The New York Times has responded to Iowa Attorney General Brenna Bird’s Dec. 4 letter to Times Publisher A.G. Sulzberger and the top executives at the Associated Press, CNN and Reuters, accusing the news outlets of possibly violating federal and state law and providing “material support to terrorists.”
In her letter, which was signed by 13 other Republican state attorneys general, Bird recycled conspiracy theories and misinformation that have been circulating for weeks in right-wing political and social media circles to allege the news companies are supporting terrorism by employing freelancers who are essentially agents of Hamas as part of their teams covering the Israel-Hamas War.
“In your work, as in ours, facts matter,” Charlie Stadtlander, director of communications for the New York Times, wrote in a letter posted online on Wednesday. “So it was particularly disappointing to see the most senior legal officials in fourteen states write a letter making inflammatory allegations based on false assumptions and debunked social media posts.”
Stadtlander said he “want[s] to assume that your letter was written in good faith to address an issue of real concern to you and your counterparts in other states,” before directly addressing several of the false accusations Bird leveled at the Times, and then moving on to a more general conclusion.
“There is much more in your letter that is flatly wrong — there is no ‘long record of paying terrorists,’ there are no ‘transactions with terrorists’ — but rather than engage further in a battle of letters, we simply ask that, especially in these divisive times, you and other high-ranking public servants refrain from trafficking in disinformation and insinuation,” Stadtlander said.

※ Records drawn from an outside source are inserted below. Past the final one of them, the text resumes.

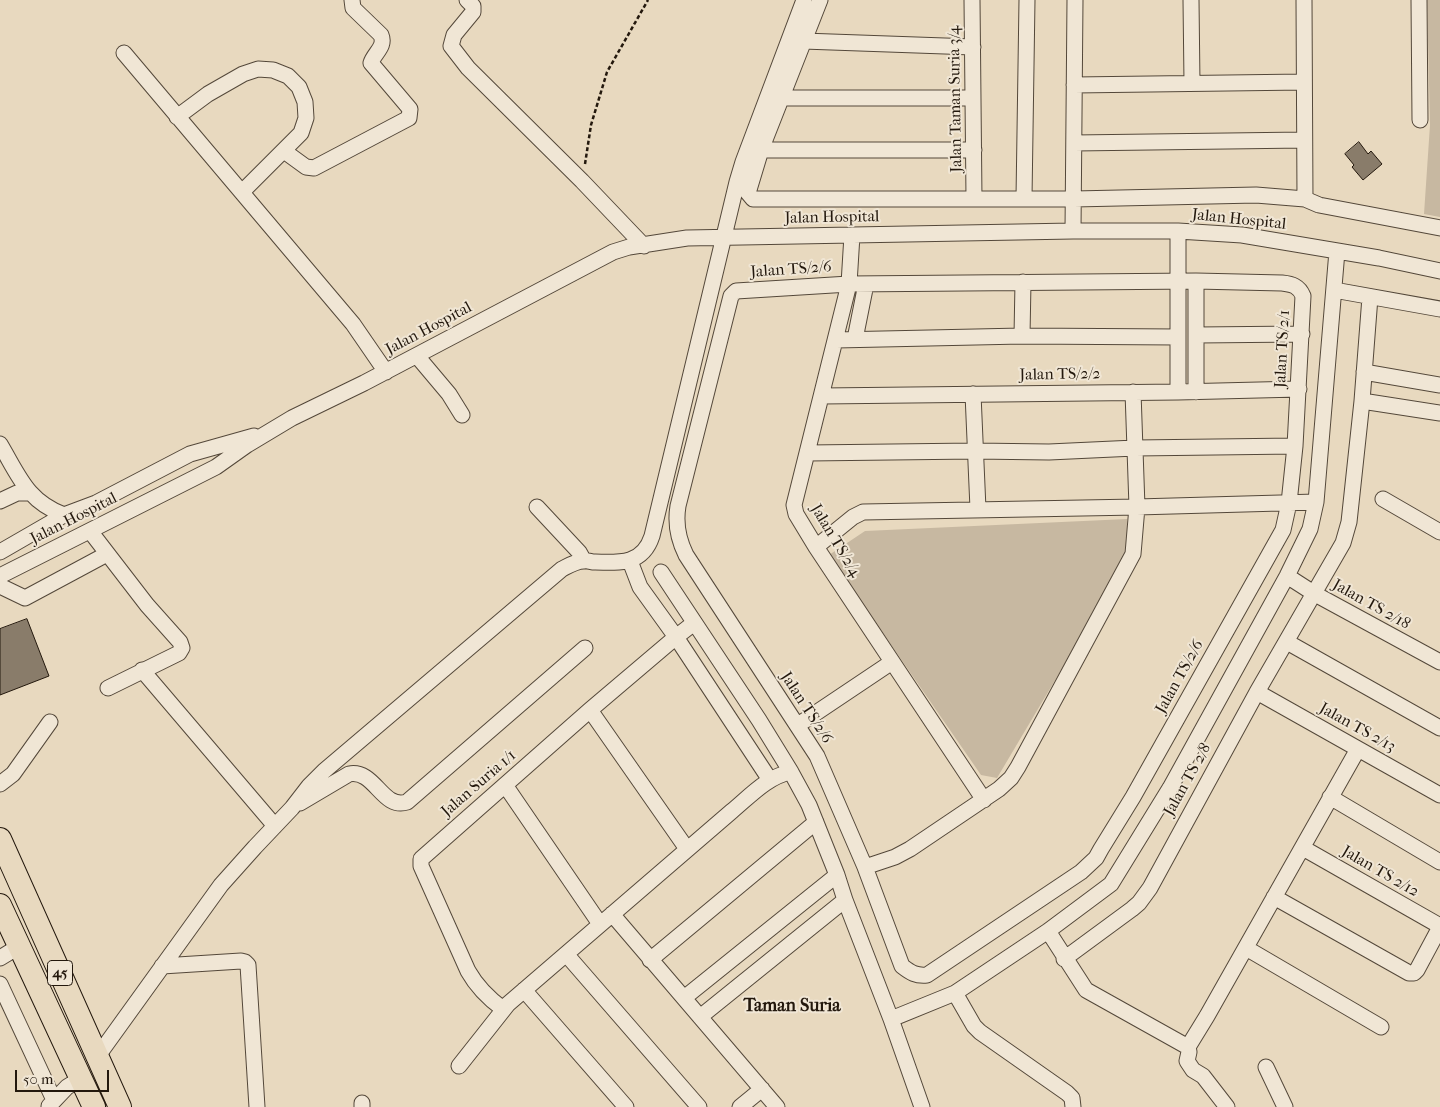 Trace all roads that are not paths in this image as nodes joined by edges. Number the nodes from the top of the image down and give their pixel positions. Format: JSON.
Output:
{"nodes":[{"id":1,"x":352,"y":0,"type":"edge"},
{"id":2,"x":467,"y":0,"type":"edge"},
{"id":3,"x":804,"y":0,"type":"edge"},
{"id":4,"x":820,"y":0,"type":"edge"},
{"id":5,"x":972,"y":0,"type":"edge"},
{"id":6,"x":1027,"y":0,"type":"edge"},
{"id":7,"x":1075,"y":0,"type":"edge"},
{"id":8,"x":1191,"y":0,"type":"edge"},
{"id":9,"x":1304,"y":0,"type":"edge"},
{"id":10,"x":1419,"y":0,"type":"edge"},
{"id":11,"x":804,"y":41,"type":"junction"},
{"id":12,"x":973,"y":47,"type":"junction"},
{"id":13,"x":124,"y":53,"type":"dead end"},
{"id":14,"x":1304,"y":82,"type":"junction"},
{"id":15,"x":1192,"y":83,"type":"junction"},
{"id":16,"x":1074,"y":85,"type":"junction"},
{"id":17,"x":781,"y":98,"type":"junction"},
{"id":18,"x":974,"y":98,"type":"junction"},
{"id":19,"x":177,"y":117,"type":"junction"},
{"id":20,"x":1420,"y":120,"type":"dead end"},
{"id":21,"x":1304,"y":140,"type":"junction"},
{"id":22,"x":1074,"y":143,"type":"junction"},
{"id":23,"x":760,"y":150,"type":"junction"},
{"id":24,"x":974,"y":150,"type":"junction"},
{"id":25,"x":284,"y":151,"type":"junction"},
{"id":26,"x":242,"y":192,"type":"junction"},
{"id":27,"x":974,"y":198,"type":"junction"},
{"id":28,"x":1024,"y":198,"type":"junction"},
{"id":29,"x":1074,"y":199,"type":"junction"},
{"id":30,"x":1305,"y":199,"type":"junction"},
{"id":31,"x":1440,"y":228,"type":"edge"},
{"id":32,"x":1074,"y":231,"type":"junction"},
{"id":33,"x":1178,"y":231,"type":"junction"},
{"id":34,"x":852,"y":235,"type":"junction"},
{"id":35,"x":724,"y":238,"type":"junction"},
{"id":36,"x":644,"y":246,"type":"junction"},
{"id":37,"x":1337,"y":251,"type":"junction"},
{"id":38,"x":1440,"y":271,"type":"edge"},
{"id":39,"x":1178,"y":281,"type":"junction"},
{"id":40,"x":1196,"y":281,"type":"junction"},
{"id":41,"x":1023,"y":282,"type":"junction"},
{"id":42,"x":849,"y":284,"type":"junction"},
{"id":43,"x":866,"y":284,"type":"junction"},
{"id":44,"x":1334,"y":290,"type":"junction"},
{"id":45,"x":1370,"y":297,"type":"junction"},
{"id":46,"x":1440,"y":309,"type":"edge"},
{"id":47,"x":1302,"y":334,"type":"junction"},
{"id":48,"x":1197,"y":335,"type":"junction"},
{"id":49,"x":1022,"y":336,"type":"junction"},
{"id":50,"x":1178,"y":337,"type":"junction"},
{"id":51,"x":855,"y":339,"type":"junction"},
{"id":52,"x":836,"y":340,"type":"junction"},
{"id":53,"x":417,"y":356,"type":"junction"},
{"id":54,"x":386,"y":372,"type":"junction"},
{"id":55,"x":1364,"y":372,"type":"junction"},
{"id":56,"x":1440,"y":384,"type":"edge"},
{"id":57,"x":1299,"y":389,"type":"junction"},
{"id":58,"x":1133,"y":392,"type":"junction"},
{"id":59,"x":1178,"y":392,"type":"junction"},
{"id":60,"x":1196,"y":392,"type":"junction"},
{"id":61,"x":973,"y":394,"type":"junction"},
{"id":62,"x":822,"y":396,"type":"junction"},
{"id":63,"x":1362,"y":401,"type":"junction"},
{"id":64,"x":1440,"y":413,"type":"edge"},
{"id":65,"x":462,"y":414,"type":"dead end"},
{"id":66,"x":267,"y":433,"type":"junction"},
{"id":67,"x":0,"y":444,"type":"edge"},
{"id":68,"x":1295,"y":446,"type":"junction"},
{"id":69,"x":1135,"y":448,"type":"junction"},
{"id":70,"x":975,"y":451,"type":"junction"},
{"id":71,"x":808,"y":453,"type":"junction"},
{"id":72,"x":29,"y":492,"type":"junction"},
{"id":73,"x":1383,"y":499,"type":"dead end"},
{"id":74,"x":0,"y":500,"type":"edge"},
{"id":75,"x":1316,"y":502,"type":"junction"},
{"id":76,"x":1290,"y":504,"type":"junction"},
{"id":77,"x":537,"y":507,"type":"dead end"},
{"id":78,"x":1137,"y":507,"type":"junction"},
{"id":79,"x":978,"y":509,"type":"junction"},
{"id":80,"x":64,"y":515,"type":"junction"},
{"id":81,"x":90,"y":531,"type":"junction"},
{"id":82,"x":1440,"y":532,"type":"edge"},
{"id":83,"x":816,"y":547,"type":"junction"},
{"id":84,"x":0,"y":552,"type":"edge"},
{"id":85,"x":107,"y":554,"type":"junction"},
{"id":86,"x":584,"y":561,"type":"junction"},
{"id":87,"x":630,"y":561,"type":"junction"},
{"id":88,"x":661,"y":572,"type":"dead end"},
{"id":89,"x":0,"y":576,"type":"edge"},
{"id":90,"x":1287,"y":576,"type":"junction"},
{"id":91,"x":0,"y":586,"type":"edge"},
{"id":92,"x":1315,"y":594,"type":"junction"},
{"id":93,"x":694,"y":623,"type":"junction"},
{"id":94,"x":676,"y":636,"type":"junction"},
{"id":95,"x":1287,"y":642,"type":"junction"},
{"id":96,"x":585,"y":648,"type":"dead end"},
{"id":97,"x":892,"y":662,"type":"junction"},
{"id":98,"x":1440,"y":662,"type":"edge"},
{"id":99,"x":142,"y":670,"type":"junction"},
{"id":100,"x":108,"y":688,"type":"dead end"},
{"id":101,"x":1257,"y":692,"type":"junction"},
{"id":102,"x":590,"y":710,"type":"junction"},
{"id":103,"x":50,"y":722,"type":"dead end"},
{"id":104,"x":798,"y":725,"type":"junction"},
{"id":105,"x":1440,"y":728,"type":"edge"},
{"id":106,"x":1358,"y":749,"type":"junction"},
{"id":107,"x":791,"y":772,"type":"junction"},
{"id":108,"x":770,"y":780,"type":"junction"},
{"id":109,"x":0,"y":784,"type":"edge"},
{"id":110,"x":505,"y":785,"type":"junction"},
{"id":111,"x":1440,"y":794,"type":"edge"},
{"id":112,"x":1330,"y":797,"type":"junction"},
{"id":113,"x":984,"y":800,"type":"junction"},
{"id":114,"x":292,"y":808,"type":"junction"},
{"id":115,"x":816,"y":822,"type":"junction"},
{"id":116,"x":275,"y":826,"type":"junction"},
{"id":117,"x":0,"y":838,"type":"edge"},
{"id":118,"x":1303,"y":848,"type":"junction"},
{"id":119,"x":687,"y":849,"type":"junction"},
{"id":120,"x":1440,"y":862,"type":"edge"},
{"id":121,"x":865,"y":866,"type":"junction"},
{"id":122,"x":837,"y":875,"type":"junction"},
{"id":123,"x":1274,"y":897,"type":"junction"},
{"id":124,"x":845,"y":900,"type":"junction"},
{"id":125,"x":0,"y":906,"type":"edge"},
{"id":126,"x":612,"y":914,"type":"junction"},
{"id":127,"x":600,"y":924,"type":"junction"},
{"id":128,"x":1440,"y":926,"type":"edge"},
{"id":129,"x":1048,"y":931,"type":"junction"},
{"id":130,"x":1246,"y":948,"type":"junction"},
{"id":131,"x":9,"y":953,"type":"edge"},
{"id":132,"x":566,"y":954,"type":"junction"},
{"id":133,"x":1064,"y":959,"type":"junction"},
{"id":134,"x":650,"y":960,"type":"junction"},
{"id":135,"x":162,"y":966,"type":"junction"},
{"id":136,"x":0,"y":984,"type":"edge"},
{"id":137,"x":524,"y":990,"type":"junction"},
{"id":138,"x":955,"y":993,"type":"junction"},
{"id":139,"x":684,"y":998,"type":"junction"},
{"id":140,"x":503,"y":1009,"type":"junction"},
{"id":141,"x":700,"y":1016,"type":"junction"},
{"id":142,"x":892,"y":1019,"type":"junction"},
{"id":143,"x":1381,"y":1027,"type":"dead end"},
{"id":144,"x":1188,"y":1047,"type":"junction"},
{"id":145,"x":96,"y":1057,"type":"junction"},
{"id":146,"x":459,"y":1066,"type":"dead end"},
{"id":147,"x":1266,"y":1067,"type":"dead end"},
{"id":148,"x":80,"y":1079,"type":"junction"},
{"id":149,"x":762,"y":1088,"type":"junction"},
{"id":150,"x":57,"y":1102,"type":"edge"},
{"id":151,"x":94,"y":1107,"type":"edge"},
{"id":152,"x":120,"y":1107,"type":"edge"},
{"id":153,"x":257,"y":1107,"type":"edge"},
{"id":154,"x":626,"y":1107,"type":"edge"},
{"id":155,"x":698,"y":1107,"type":"edge"},
{"id":156,"x":740,"y":1107,"type":"edge"},
{"id":157,"x":777,"y":1107,"type":"edge"},
{"id":158,"x":922,"y":1107,"type":"edge"},
{"id":159,"x":1073,"y":1107,"type":"edge"},
{"id":160,"x":1227,"y":1107,"type":"edge"},
{"id":161,"x":1285,"y":1107,"type":"edge"}],
"edges":[{"from":1,"to":25,"type":"street"},
{"from":2,"to":36,"type":"street"},
{"from":3,"to":35,"type":"street"},
{"from":4,"to":11,"type":"street"},
{"from":5,"to":12,"type":"street","name":"Jalan Taman Suria 3/4"},
{"from":6,"to":28,"type":"street"},
{"from":7,"to":16,"type":"street"},
{"from":8,"to":15,"type":"street"},
{"from":9,"to":14,"type":"street"},
{"from":10,"to":20,"type":"street"},
{"from":11,"to":12,"type":"street"},
{"from":11,"to":17,"type":"street"},
{"from":12,"to":18,"type":"street","name":"Jalan Taman Suria 3/4"},
{"from":13,"to":19,"type":"street"},
{"from":14,"to":15,"type":"street"},
{"from":14,"to":21,"type":"street"},
{"from":15,"to":16,"type":"street"},
{"from":16,"to":22,"type":"street"},
{"from":17,"to":18,"type":"street"},
{"from":17,"to":23,"type":"street"},
{"from":18,"to":24,"type":"street","name":"Jalan Taman Suria 3/4"},
{"from":19,"to":25,"type":"street"},
{"from":19,"to":26,"type":"street"},
{"from":21,"to":22,"type":"street"},
{"from":21,"to":30,"type":"street"},
{"from":22,"to":29,"type":"street"},
{"from":23,"to":24,"type":"street"},
{"from":23,"to":27,"type":"street"},
{"from":24,"to":27,"type":"street","name":"Jalan Taman Suria 3/4"},
{"from":25,"to":26,"type":"street"},
{"from":26,"to":54,"type":"street"},
{"from":27,"to":28,"type":"street"},
{"from":28,"to":29,"type":"street"},
{"from":29,"to":30,"type":"street"},
{"from":29,"to":32,"type":"street"},
{"from":30,"to":31,"type":"street"},
{"from":32,"to":33,"type":"street","name":"Jalan Hospital"},
{"from":32,"to":34,"type":"street","name":"Jalan Hospital"},
{"from":33,"to":37,"type":"street","name":"Jalan Hospital"},
{"from":33,"to":39,"type":"street"},
{"from":34,"to":35,"type":"street","name":"Jalan Hospital"},
{"from":34,"to":42,"type":"street","name":"Jalan TS/2/4"},
{"from":35,"to":36,"type":"street","name":"Jalan Hospital"},
{"from":35,"to":87,"type":"street"},
{"from":36,"to":53,"type":"street","name":"Jalan Hospital"},
{"from":37,"to":38,"type":"street","name":"Jalan Hospital"},
{"from":37,"to":44,"type":"street"},
{"from":39,"to":40,"type":"street","name":"Jalan TS/2/1"},
{"from":39,"to":41,"type":"street","name":"Jalan TS/2/6"},
{"from":39,"to":50,"type":"street"},
{"from":40,"to":47,"type":"street","name":"Jalan TS/2/1"},
{"from":40,"to":48,"type":"street"},
{"from":41,"to":43,"type":"street","name":"Jalan TS/2/6"},
{"from":41,"to":49,"type":"street"},
{"from":42,"to":43,"type":"street","name":"Jalan TS/2/6"},
{"from":42,"to":52,"type":"street","name":"Jalan TS/2/4"},
{"from":42,"to":104,"type":"street","name":"Jalan TS/2/6"},
{"from":43,"to":51,"type":"street"},
{"from":44,"to":45,"type":"street"},
{"from":44,"to":75,"type":"street"},
{"from":45,"to":46,"type":"street"},
{"from":45,"to":55,"type":"street","name":"Jalan TS 2/8"},
{"from":47,"to":48,"type":"street"},
{"from":47,"to":57,"type":"street","name":"Jalan TS/2/1"},
{"from":48,"to":60,"type":"street"},
{"from":49,"to":50,"type":"street"},
{"from":49,"to":51,"type":"street"},
{"from":50,"to":59,"type":"street"},
{"from":51,"to":52,"type":"street"},
{"from":52,"to":62,"type":"street","name":"Jalan TS/2/4"},
{"from":53,"to":54,"type":"street","name":"Jalan Hospital"},
{"from":53,"to":65,"type":"street"},
{"from":54,"to":66,"type":"street","name":"Jalan Hospital"},
{"from":55,"to":56,"type":"street"},
{"from":55,"to":63,"type":"street","name":"Jalan TS 2/8"},
{"from":57,"to":60,"type":"street","name":"Jalan TS/2/2"},
{"from":57,"to":68,"type":"street","name":"Jalan TS/2/1"},
{"from":58,"to":59,"type":"street","name":"Jalan TS/2/2"},
{"from":58,"to":61,"type":"street","name":"Jalan TS/2/2"},
{"from":58,"to":69,"type":"street"},
{"from":59,"to":60,"type":"street","name":"Jalan TS/2/2"},
{"from":61,"to":62,"type":"street","name":"Jalan TS/2/2"},
{"from":61,"to":70,"type":"street"},
{"from":62,"to":71,"type":"street","name":"Jalan TS/2/4"},
{"from":63,"to":64,"type":"street"},
{"from":63,"to":92,"type":"street","name":"Jalan TS 2/8"},
{"from":66,"to":80,"type":"street","name":"Jalan Hospital"},
{"from":66,"to":81,"type":"street","name":"Jalan Hospital"},
{"from":67,"to":72,"type":"street"},
{"from":68,"to":69,"type":"street"},
{"from":68,"to":76,"type":"street","name":"Jalan TS/2/1"},
{"from":69,"to":70,"type":"street"},
{"from":69,"to":78,"type":"street"},
{"from":70,"to":71,"type":"street"},
{"from":70,"to":79,"type":"street"},
{"from":71,"to":83,"type":"street","name":"Jalan TS/2/4"},
{"from":72,"to":74,"type":"street"},
{"from":72,"to":80,"type":"street"},
{"from":73,"to":82,"type":"street"},
{"from":75,"to":76,"type":"street"},
{"from":75,"to":90,"type":"street"},
{"from":76,"to":78,"type":"street"},
{"from":76,"to":121,"type":"street","name":"Jalan TS/2/6"},
{"from":77,"to":86,"type":"street"},
{"from":78,"to":79,"type":"street"},
{"from":78,"to":113,"type":"street"},
{"from":79,"to":83,"type":"street"},
{"from":80,"to":84,"type":"street","name":"Jalan Hospital"},
{"from":81,"to":85,"type":"street"},
{"from":81,"to":89,"type":"street","name":"Jalan Hospital"},
{"from":83,"to":97,"type":"street","name":"Jalan TS/2/4"},
{"from":85,"to":91,"type":"street"},
{"from":85,"to":99,"type":"street"},
{"from":86,"to":87,"type":"street"},
{"from":86,"to":114,"type":"street"},
{"from":87,"to":94,"type":"street"},
{"from":88,"to":93,"type":"street"},
{"from":90,"to":92,"type":"street","name":"Jalan TS 2/18"},
{"from":90,"to":129,"type":"street"},
{"from":92,"to":95,"type":"street","name":"Jalan TS 2/8"},
{"from":92,"to":98,"type":"street","name":"Jalan TS 2/18"},
{"from":93,"to":94,"type":"street","name":"Jalan Suria 1/1"},
{"from":93,"to":107,"type":"street"},
{"from":94,"to":102,"type":"street","name":"Jalan Suria 1/1"},
{"from":94,"to":108,"type":"street"},
{"from":95,"to":101,"type":"street","name":"Jalan TS 2/8"},
{"from":95,"to":105,"type":"street"},
{"from":96,"to":114,"type":"street"},
{"from":97,"to":104,"type":"street"},
{"from":97,"to":113,"type":"street","name":"Jalan TS/2/4"},
{"from":99,"to":100,"type":"street"},
{"from":99,"to":116,"type":"street"},
{"from":101,"to":106,"type":"street","name":"Jalan TS 2/13"},
{"from":101,"to":133,"type":"street","name":"Jalan TS 2/8"},
{"from":102,"to":110,"type":"street","name":"Jalan Suria 1/1"},
{"from":102,"to":119,"type":"street"},
{"from":103,"to":109,"type":"street"},
{"from":104,"to":121,"type":"street","name":"Jalan TS/2/6"},
{"from":106,"to":111,"type":"street","name":"Jalan TS 2/13"},
{"from":106,"to":112,"type":"street"},
{"from":107,"to":108,"type":"street"},
{"from":107,"to":115,"type":"street"},
{"from":108,"to":119,"type":"street"},
{"from":110,"to":127,"type":"street"},
{"from":110,"to":140,"type":"street","name":"Jalan Suria 1/1"},
{"from":112,"to":118,"type":"street"},
{"from":112,"to":120,"type":"street"},
{"from":113,"to":121,"type":"street"},
{"from":114,"to":116,"type":"street"},
{"from":115,"to":122,"type":"street"},
{"from":115,"to":134,"type":"street"},
{"from":116,"to":135,"type":"street"},
{"from":117,"to":145,"type":"highway","number":"45"},
{"from":118,"to":123,"type":"street"},
{"from":118,"to":128,"type":"street","name":"Jalan TS 2/12"},
{"from":119,"to":126,"type":"street"},
{"from":122,"to":124,"type":"street"},
{"from":122,"to":139,"type":"street"},
{"from":123,"to":128,"type":"street"},
{"from":123,"to":130,"type":"street"},
{"from":124,"to":141,"type":"street"},
{"from":124,"to":142,"type":"street"},
{"from":125,"to":131,"type":"highway","number":"45"},
{"from":126,"to":127,"type":"street"},
{"from":126,"to":134,"type":"street"},
{"from":127,"to":132,"type":"street"},
{"from":129,"to":133,"type":"street"},
{"from":129,"to":138,"type":"street"},
{"from":130,"to":143,"type":"street"},
{"from":130,"to":144,"type":"street"},
{"from":131,"to":148,"type":"highway","number":"45"},
{"from":132,"to":137,"type":"street"},
{"from":132,"to":155,"type":"street"},
{"from":133,"to":144,"type":"street"},
{"from":134,"to":139,"type":"street"},
{"from":135,"to":145,"type":"street"},
{"from":135,"to":153,"type":"street"},
{"from":136,"to":150,"type":"street"},
{"from":137,"to":140,"type":"street"},
{"from":137,"to":154,"type":"street"},
{"from":138,"to":142,"type":"street"},
{"from":138,"to":159,"type":"street"},
{"from":139,"to":141,"type":"street"},
{"from":140,"to":146,"type":"street"},
{"from":141,"to":149,"type":"street"},
{"from":142,"to":158,"type":"street"},
{"from":144,"to":160,"type":"street"},
{"from":145,"to":152,"type":"highway","number":"45"},
{"from":147,"to":161,"type":"street"},
{"from":148,"to":150,"type":"street"},
{"from":148,"to":151,"type":"highway","number":"45"},
{"from":149,"to":156,"type":"street"},
{"from":149,"to":157,"type":"street"}]}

Stadtlander is perhaps unaware that Bird began her political career working for an Iowa politician well-known for trafficking in disinformation and insinuation — Steve King. Bird spent seven years in King’s congressional office, becoming his chief of staff. In her official bio on the Iowa Attorney General’s site, Bird mentions in passing that she worked in “the U.S. House of Representatives,” but never mentions King.
Since becoming attorney general in January, Bird has routinely joined with other Republican attorneys general to send threatening letters to a variety of companies, none of them headquartered in Iowa, pressuring them to adopt policies favored by conservative Republicans or face the possibility of Iowa prosecuting them or supporting others taking legal action. None of the threats appear to have a sound legal basis, and Bird has never taken any subsequent action to make the threats a reality.
Even if the letters aren’t impressive as legal documents sent by Iowa’s top law enforcement official as part of her official duties, they do give Bird a chance for self-promotion at a national level.But the letters Bird sent on Dec. 4 have the potential to do more than get the AGs some publicity at Fox News and similar outlets, as Stadtlander pointed out.
“Such baseless allegations have real consequences. They endanger the lives of our journalists and the safety of American news organizations,” Stadtlander said. “They dishonor the heroic work that journalists in Gaza and elsewhere are doing against terrible odds to report what is happening on the ground. And they feed the false narratives that authoritarian regimes weaponize to demonize the press and justify laws that suppress press freedom.”
According to the Committee to Protect Journalists, 63 journalists and media workers have been killed since the Israel-Hamas War began on Oct. 7. Another 11 have been injured, three have been reported missing, 19 have been arrested and there have been multiple “assaults, threats, cyberattacks, censorship, and killings of family members.”
Because of the war, November was “the deadliest month for journalists” since the committee began collecting data in 1992.